Problem details:
Output every entry exactly as written.

━━ Task inputs

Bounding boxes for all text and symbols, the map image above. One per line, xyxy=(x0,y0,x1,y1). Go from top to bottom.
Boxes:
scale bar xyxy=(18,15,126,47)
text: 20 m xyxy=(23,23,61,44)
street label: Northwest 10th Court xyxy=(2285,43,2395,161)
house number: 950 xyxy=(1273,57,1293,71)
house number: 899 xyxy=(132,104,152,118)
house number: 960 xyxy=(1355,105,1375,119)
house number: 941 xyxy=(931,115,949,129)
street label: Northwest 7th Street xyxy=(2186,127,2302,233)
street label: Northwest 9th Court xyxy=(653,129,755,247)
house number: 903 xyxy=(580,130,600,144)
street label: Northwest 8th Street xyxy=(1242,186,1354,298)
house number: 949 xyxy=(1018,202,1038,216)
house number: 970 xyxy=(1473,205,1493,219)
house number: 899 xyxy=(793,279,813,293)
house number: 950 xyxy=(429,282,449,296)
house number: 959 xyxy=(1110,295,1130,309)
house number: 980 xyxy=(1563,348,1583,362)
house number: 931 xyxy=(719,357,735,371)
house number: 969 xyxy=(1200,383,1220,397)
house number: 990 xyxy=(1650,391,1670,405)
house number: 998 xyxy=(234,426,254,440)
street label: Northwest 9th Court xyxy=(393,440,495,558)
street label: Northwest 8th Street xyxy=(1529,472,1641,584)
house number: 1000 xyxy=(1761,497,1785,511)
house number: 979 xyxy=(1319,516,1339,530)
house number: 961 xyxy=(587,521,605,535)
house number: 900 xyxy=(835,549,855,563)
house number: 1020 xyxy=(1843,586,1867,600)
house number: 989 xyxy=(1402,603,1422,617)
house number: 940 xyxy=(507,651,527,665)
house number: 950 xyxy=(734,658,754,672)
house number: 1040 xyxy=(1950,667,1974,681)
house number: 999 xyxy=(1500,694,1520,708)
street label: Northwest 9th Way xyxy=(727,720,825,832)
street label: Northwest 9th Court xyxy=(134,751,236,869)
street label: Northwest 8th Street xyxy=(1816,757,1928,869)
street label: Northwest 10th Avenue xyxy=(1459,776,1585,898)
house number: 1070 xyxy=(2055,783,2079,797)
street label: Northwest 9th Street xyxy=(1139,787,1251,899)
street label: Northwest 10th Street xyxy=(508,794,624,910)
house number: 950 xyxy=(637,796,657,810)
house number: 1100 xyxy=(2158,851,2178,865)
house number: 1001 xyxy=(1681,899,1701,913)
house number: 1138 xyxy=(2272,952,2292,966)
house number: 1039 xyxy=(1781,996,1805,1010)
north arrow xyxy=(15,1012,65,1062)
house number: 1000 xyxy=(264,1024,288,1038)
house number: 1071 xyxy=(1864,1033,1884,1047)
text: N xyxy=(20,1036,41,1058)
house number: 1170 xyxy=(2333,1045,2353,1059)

━━━━

Result of the task:
Bounding boxes for all text and symbols, the map image above. One per line, xyxy=(x0,y0,x1,y1). Go from top to bottom.
Boxes:
scale bar xyxy=(18,15,126,47)
text: 20 m xyxy=(23,23,61,44)
street label: Northwest 10th Court xyxy=(2285,43,2395,161)
house number: 950 xyxy=(1273,57,1293,71)
house number: 899 xyxy=(132,104,152,118)
house number: 960 xyxy=(1355,105,1375,119)
house number: 941 xyxy=(931,115,949,129)
street label: Northwest 7th Street xyxy=(2186,127,2302,233)
street label: Northwest 9th Court xyxy=(653,129,755,247)
house number: 903 xyxy=(580,130,600,144)
street label: Northwest 8th Street xyxy=(1242,186,1354,298)
house number: 949 xyxy=(1018,202,1038,216)
house number: 970 xyxy=(1473,205,1493,219)
house number: 899 xyxy=(793,279,813,293)
house number: 950 xyxy=(429,282,449,296)
house number: 959 xyxy=(1110,295,1130,309)
house number: 980 xyxy=(1563,348,1583,362)
house number: 931 xyxy=(719,357,735,371)
house number: 969 xyxy=(1200,383,1220,397)
house number: 990 xyxy=(1650,391,1670,405)
house number: 998 xyxy=(234,426,254,440)
street label: Northwest 9th Court xyxy=(393,440,495,558)
street label: Northwest 8th Street xyxy=(1529,472,1641,584)
house number: 1000 xyxy=(1761,497,1785,511)
house number: 979 xyxy=(1319,516,1339,530)
house number: 961 xyxy=(587,521,605,535)
house number: 900 xyxy=(835,549,855,563)
house number: 1020 xyxy=(1843,586,1867,600)
house number: 989 xyxy=(1402,603,1422,617)
house number: 940 xyxy=(507,651,527,665)
house number: 950 xyxy=(734,658,754,672)
house number: 1040 xyxy=(1950,667,1974,681)
house number: 999 xyxy=(1500,694,1520,708)
street label: Northwest 9th Way xyxy=(727,720,825,832)
street label: Northwest 9th Court xyxy=(134,751,236,869)
street label: Northwest 8th Street xyxy=(1816,757,1928,869)
street label: Northwest 10th Avenue xyxy=(1459,776,1585,898)
house number: 1070 xyxy=(2055,783,2079,797)
street label: Northwest 9th Street xyxy=(1139,787,1251,899)
street label: Northwest 10th Street xyxy=(508,794,624,910)
house number: 950 xyxy=(637,796,657,810)
house number: 1100 xyxy=(2158,851,2178,865)
house number: 1001 xyxy=(1681,899,1701,913)
house number: 1138 xyxy=(2272,952,2292,966)
house number: 1039 xyxy=(1781,996,1805,1010)
north arrow xyxy=(15,1012,65,1062)
house number: 1000 xyxy=(264,1024,288,1038)
house number: 1071 xyxy=(1864,1033,1884,1047)
text: N xyxy=(20,1036,41,1058)
house number: 1170 xyxy=(2333,1045,2353,1059)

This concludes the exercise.